Citing its previous decision in Tomolugen Holdings Ltd and another v Silica Investors Ltd and other appeals [2016] 1 SLR 373 the Court of Appeal held that three conditions would have to be satisfied before a court would grant a stay under section 6(2) of the IAA namely:
• a valid arbitration agreement exists between the parties to the court proceedings;
• the dispute in the court proceedings falls within the scope of the arbitration agreement; and
• the arbitration agreement is not null and void, inoperative, or incapable of being performed.
The Court of Appeal agreed with the High Court that the disputes clause constituted a valid arbitration clause and held that, on the weight of modern Commonwealth authority, neither the fact that the clause was asymmetrical, nor the fact that it made arbitration of a future dispute entirely optional instead of placing the parties under an immediate obligation to arbitrate, prevented the court from arriving at this decision.
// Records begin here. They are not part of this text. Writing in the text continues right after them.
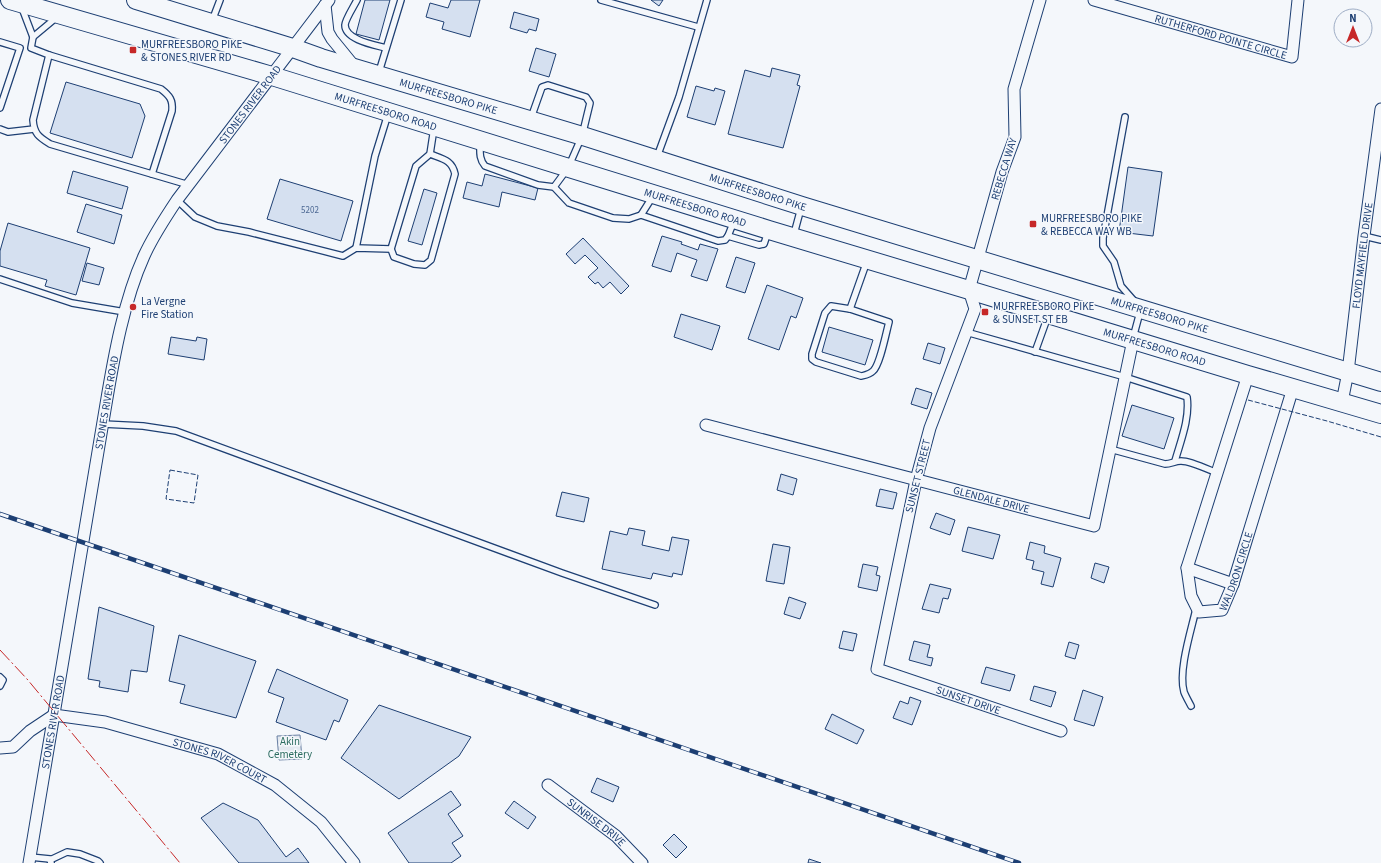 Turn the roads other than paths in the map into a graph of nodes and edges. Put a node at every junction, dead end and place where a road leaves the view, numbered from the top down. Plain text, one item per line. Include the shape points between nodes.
1 (136, 0) edge
2 (220, 0) edge
3 (357, 0) edge
4 (401, 0) edge
5 (601, 0) edge
6 (707, 0) edge
7 (1040, 0) edge
8 (1094, 0) edge
9 (1298, 0) edge
10 (15, 2) edge
11 (327, 3) edge
12 (60, 14) junction
13 (211, 23) junction
14 (698, 26) junction
15 (33, 37) junction
16 (0, 42) edge
17 (20, 48) junction
18 (31, 48) junction
19 (293, 48) junction
20 (386, 48) junction
21 (48, 56) junction
22 (358, 69) junction
23 (378, 75) junction
24 (272, 76) junction
25 (0, 108) edge
26 (1381, 109) edge
27 (388, 112) junction
28 (1125, 117) dead end
29 (530, 120) junction
30 (434, 126) junction
31 (0, 129) edge
32 (34, 130) junction
33 (582, 136) junction
34 (480, 141) junction
35 (430, 154) junction
36 (656, 159) junction
37 (568, 168) junction
38 (152, 174) junction
39 (189, 185) junction
40 (554, 187) junction
41 (655, 194) junction
42 (177, 200) junction
43 (802, 206) junction
44 (641, 215) junction
45 (735, 219) junction
46 (769, 230) junction
47 (728, 236) junction
48 (1364, 236) junction
49 (793, 237) junction
50 (1381, 240) edge
51 (356, 248) junction
52 (391, 249) junction
53 (867, 259) junction
54 (978, 259) junction
55 (0, 279) edge
56 (969, 290) junction
57 (1141, 308) junction
58 (850, 309) junction
59 (125, 312) junction
60 (1049, 314) junction
61 (966, 332) junction
62 (1133, 340) junction
63 (1035, 352) junction
64 (1348, 372) junction
65 (1248, 375) junction
66 (1125, 377) junction
67 (1381, 382) edge
68 (1293, 388) junction
69 (1342, 402) junction
70 (1381, 414) edge
71 (103, 424) junction
72 (706, 425) dead end
73 (1110, 449) junction
74 (1175, 461) junction
75 (1217, 473) junction
76 (916, 480) junction
77 (1187, 568) junction
78 (1233, 584) junction
79 (655, 605) dead end
80 (1196, 607) junction
81 (877, 669) joint
82 (0, 678) edge
83 (0, 686) edge
84 (1191, 706) dead end
85 (54, 715) junction
86 (1060, 731) dead end
87 (0, 748) edge
88 (548, 785) dead end
89 (29, 860) edge
90 (50, 862) edge
91 (100, 863) edge
92 (354, 863) edge
93 (642, 863) edge

1 - 13 main road, MURFREESBORO PIKE
2 - 13 lane
3 - 20 lane via 345,24 346,31 352,37
4 - 20 lane
5 - 14 lane
6 - 14 lane
7 - 54 street, REBECCA WAY via 1014,89 1015,137 1002,172
8 - 9 street, RUTHERFORD POINTE CIRCLE via 1292,57
10 - 12 main road, MURFREESBORO ROAD
10 - 15 lane
11 - 19 street, STONES RIVER ROAD
11 - 22 street via 328,32 342,53
12 - 15 lane
12 - 24 main road, MURFREESBORO ROAD
13 - 19 main road, MURFREESBORO PIKE
14 - 36 lane via 679,97
15 - 18 lane
16 - 17 lane
17 - 18 lane
17 - 25 lane
18 - 21 lane
19 - 22 main road, MURFREESBORO PIKE
19 - 24 street, STONES RIVER ROAD
20 - 23 lane
21 - 32 lane via 33,120
21 - 38 lane via 161,89 170,96 172,111
22 - 23 main road, MURFREESBORO PIKE
23 - 29 main road, MURFREESBORO PIKE
24 - 27 main road, MURFREESBORO ROAD
24 - 39 street, STONES RIVER ROAD
26 - 48 street, FLOYD MAYFIELD DRIVE
27 - 30 main road, MURFREESBORO ROAD
27 - 51 lane via 375,156
28 - 57 lane via 1103,246 1114,262 1121,286
29 - 33 main road, MURFREESBORO PIKE
29 - 33 lane via 542,87 548,85 586,97 590,103
30 - 34 main road, MURFREESBORO ROAD
30 - 35 lane
31 - 32 lane via 8,132
32 - 38 lane via 40,138 50,144
33 - 36 main road, MURFREESBORO PIKE
33 - 37 lane
34 - 37 main road, MURFREESBORO ROAD
34 - 40 lane via 480,157 485,166 538,185
35 - 52 lane via 416,166
35 - 52 lane via 447,161 453,166 455,174 431,260 425,265 414,264 394,257
36 - 43 main road, MURFREESBORO PIKE
37 - 40 lane
37 - 41 main road, MURFREESBORO ROAD
38 - 39 lane
39 - 42 street, STONES RIVER ROAD
40 - 44 lane via 569,202 613,218 630,219
41 - 44 lane
41 - 45 main road, MURFREESBORO ROAD
42 - 51 lane via 195,217 217,226 343,256
42 - 59 street, STONES RIVER ROAD via 144,256
43 - 49 lane
43 - 54 main road, MURFREESBORO PIKE
44 - 47 lane via 718,241 725,240
45 - 46 main road, MURFREESBORO ROAD
45 - 47 lane
46 - 47 lane via 764,244 759,245
46 - 49 main road, MURFREESBORO ROAD
48 - 50 lane
48 - 64 street, FLOYD MAYFIELD DRIVE
49 - 53 main road, MURFREESBORO ROAD
51 - 52 lane
53 - 56 main road, MURFREESBORO ROAD
53 - 58 lane
54 - 56 street, REBECCA WAY
54 - 57 main road, MURFREESBORO PIKE
55 - 59 lane via 72,303
56 - 60 main road, MURFREESBORO ROAD
56 - 61 street, SUNSET STREET via 974,309
57 - 62 lane
57 - 64 main road, MURFREESBORO PIKE
58 - 58 lane via 831,306 825,314 812,359 861,376 868,375 878,364 889,322
59 - 71 street, STONES RIVER ROAD
60 - 62 main road, MURFREESBORO ROAD
60 - 63 lane
61 - 63 lane
61 - 76 street, SUNSET STREET via 930,428
62 - 65 main road, MURFREESBORO ROAD
62 - 66 street, GLENDALE DRIVE
63 - 66 lane
64 - 67 main road, MURFREESBORO PIKE
64 - 69 street, FLOYD MAYFIELD DRIVE
65 - 68 main road, MURFREESBORO ROAD
65 - 75 street, WALDRON CIRCLE
66 - 73 street, GLENDALE DRIVE
66 - 74 lane via 1187,397 1187,416
68 - 69 main road, MURFREESBORO ROAD
68 - 78 street, WALDRON CIRCLE
69 - 70 main road, MURFREESBORO ROAD
71 - 79 lane via 176,431 554,571
71 - 85 street, STONES RIVER ROAD
72 - 76 street, GLENDALE DRIVE
73 - 74 lane via 1165,464
73 - 76 street, GLENDALE DRIVE via 1094,526
74 - 75 lane via 1185,461
75 - 77 street, WALDRON CIRCLE
76 - 81 street, SUNSET STREET
77 - 78 street
77 - 80 street, WALDRON CIRCLE via 1191,596
78 - 80 street, WALDRON CIRCLE via 1222,610 1199,612
80 - 84 lane via 1185,654 1183,680 1184,691
81 - 86 street, SUNSET DRIVE
82 - 83 lane via 3,680
85 - 87 street via 12,747
85 - 89 street, STONES RIVER ROAD
85 - 92 street, STONES RIVER COURT via 105,722 218,754 276,785 321,822
88 - 93 street, SUNRISE DRIVE via 616,836
89 - 90 lane
90 - 91 lane via 67,852 80,854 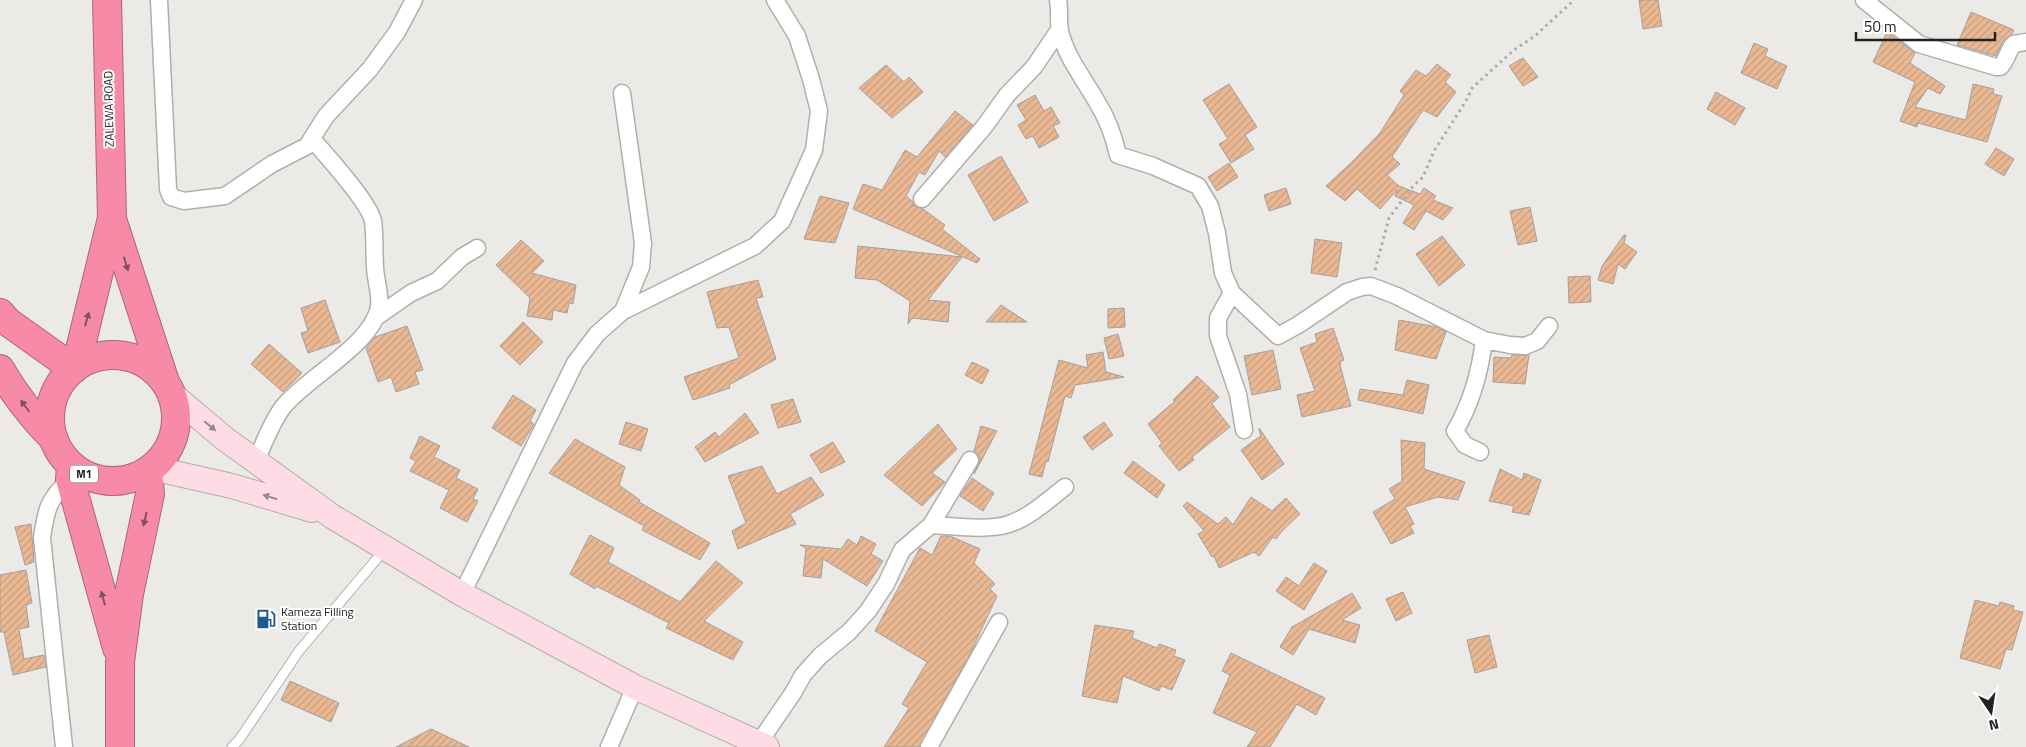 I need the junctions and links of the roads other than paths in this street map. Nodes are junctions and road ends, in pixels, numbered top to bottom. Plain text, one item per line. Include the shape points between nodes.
1 (107, 0) edge
2 (159, 0) edge
3 (414, 0) edge
4 (776, 0) edge
5 (1058, 0) edge
6 (1864, 0) edge
7 (1060, 30) junction
8 (2026, 42) edge
9 (622, 93) dead end
10 (312, 140) junction
11 (922, 199) dead end
12 (112, 218) junction
13 (477, 248) dead end
14 (1232, 293) junction
15 (623, 311) junction
16 (0, 313) edge
17 (376, 318) junction
18 (1549, 326) dead end
19 (1484, 340) junction
20 (75, 368) junction
21 (0, 369) edge
22 (168, 387) junction
23 (1244, 430) dead end
24 (54, 439) junction
25 (1480, 452) dead end
26 (970, 460) dead end
27 (256, 461) junction
28 (150, 469) junction
29 (71, 472) junction
30 (1065, 487) dead end
31 (333, 517) junction
32 (931, 526) junction
33 (386, 548) junction
34 (462, 594) junction
35 (999, 622) dead end
36 (120, 662) junction
37 (634, 688) junction
38 (761, 745) edge
39 (64, 747) edge
40 (120, 747) edge
41 (232, 747) edge
42 (609, 747) edge
43 (929, 747) edge

1 - 12 highway, ZALEWA ROAD / M1
2 - 10 street via 168,189 171,197 184,201 225,196 272,164 300,151
3 - 10 street via 397,32 370,69 326,116
4 - 15 street via 797,36 819,112 814,150 782,221 755,246
5 - 7 street
6 - 8 street via 1918,44 1996,67 2003,65 2014,44
7 - 11 street via 1034,67 1007,94 984,127
7 - 14 street via 1077,70 1098,103 1118,155 1198,186 1210,206 1223,273
9 - 15 street via 643,243 641,266
10 - 17 street via 370,211 379,299
20 -> 12 highway, ZALEWA ROAD / M1
12 -> 22 highway, ZALEWA ROAD / M1
13 - 17 street via 462,257 437,281 412,293
14 - 19 street via 1278,336 1347,292 1371,286
14 - 23 street via 1218,318 1218,336 1238,394
15 - 34 street via 597,334 576,363
16 - 20 highway via 8,322
17 - 27 street via 356,344 303,387 284,407 271,426
18 - 19 street via 1537,341 1525,346
19 - 25 street via 1474,388 1466,413 1455,431 1465,445
20 - 22 highway via 102,356 123,356 154,369
20 - 24 highway, M1 via 63,380 53,401 50,424
24 -> 21 highway via 34,419
22 -> 27 main road via 225,439
22 - 28 highway, M1 via 177,415 174,435 166,453
24 - 29 highway, M1
26 - 32 street
27 - 31 main road
28 - 29 highway, M1 via 129,478 109,481
31 -> 28 main road via 232,486
28 -> 36 highway, M1 via 150,494 129,594
36 -> 29 highway, M1
29 - 39 street via 54,494 45,515 42,538
30 - 32 street via 1011,523 999,526
31 - 33 main road
32 - 38 street via 902,550 886,584 868,611 803,675
33 - 34 main road
33 - 41 lane via 299,651
34 - 37 main road
35 - 43 street
36 - 40 highway, M1
37 - 38 main road
37 - 42 street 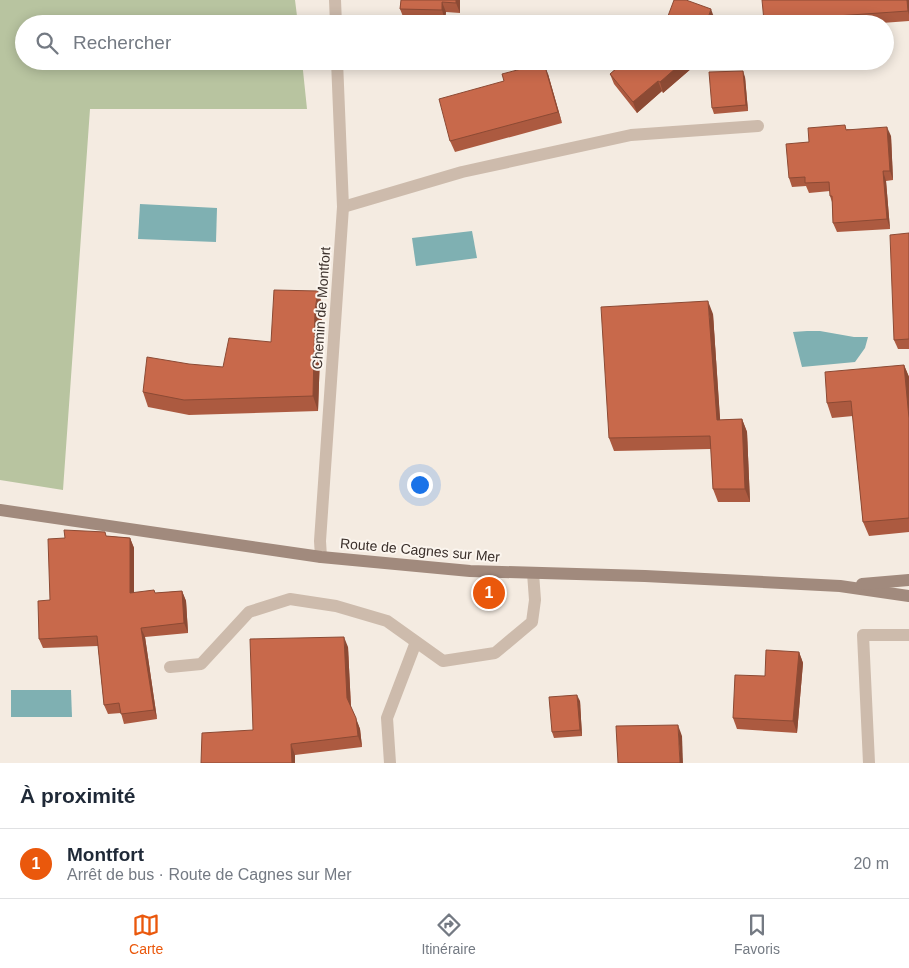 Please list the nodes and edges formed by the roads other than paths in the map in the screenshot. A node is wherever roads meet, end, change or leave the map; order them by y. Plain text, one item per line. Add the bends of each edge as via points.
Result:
1 (335, 0) edge
2 (336, 15) edge
3 (337, 70) edge
4 (758, 126) dead end
5 (343, 207) junction
6 (0, 510) edge
7 (322, 557) junction
8 (532, 573) junction
9 (909, 580) edge
10 (840, 586) junction
11 (909, 596) edge
12 (909, 635) edge
13 (416, 642) junction
14 (170, 667) dead end
15 (390, 763) edge
16 (869, 763) edge

1 - 2 street
3 - 5 street, Chemin de Montfort
4 - 5 street via 631,135 462,172
5 - 7 street, Chemin de Montfort via 320,540
6 - 7 main road, Route de Cagnes sur Mer
7 - 8 main road, Route de Cagnes sur Mer via 470,571
8 - 10 main road, Route de Cagnes sur Mer
8 - 13 street via 535,600 532,622 495,653 443,661
9 - 10 main road, Route de Cagnes sur Mer
10 - 11 main road, Route de Cagnes sur Mer
12 - 16 street via 863,635
13 - 14 street via 387,621 336,606 290,599 248,612 202,664
13 - 15 street via 387,718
Because the dispute-resolution agreement that the parties had signed gave only Dyna-Jet the election to arbitrate, the court found that Dyna-Jet's court proceedings fell outside the scope of the agreement. Justice Sundaresh Menon, writing for the three-judge panel (including JJ Judith Prakash and Steven Chong Chief) held that the optional nature of the clause meant that it did not place the parties under a present obligation to arbitrate but it would give rise to an arbitration agreement only if and when [Dyna-Jet] elected to arbitrate a specific dispute in the future. On this basis, the Dispute could have fallen within the scope of the Clause only if [Dyna-Jet] had so elected. In the absence of such an election, in the words of s 6(1) of the IAA, the dispute in the present circumstances was not a “matter which is the subject of the agreement”.
Comment
The Court found that it was plain that the Respondent never elected to arbitrate the Dispute. On the contrary, by the time the Appellant applied to stay the proceedings, the Respondent had already elected otherwise by commencing the present proceedings.
The decision confirms that in Singapore, along with many other major common law and civil law jurisdictions, a properly drafted arbitration clause conferring an asymmetric right on one party to elect whether to arbitrate a future dispute and thus compel its counterparty to arbitrate, is nevertheless a valid arbitration agreement.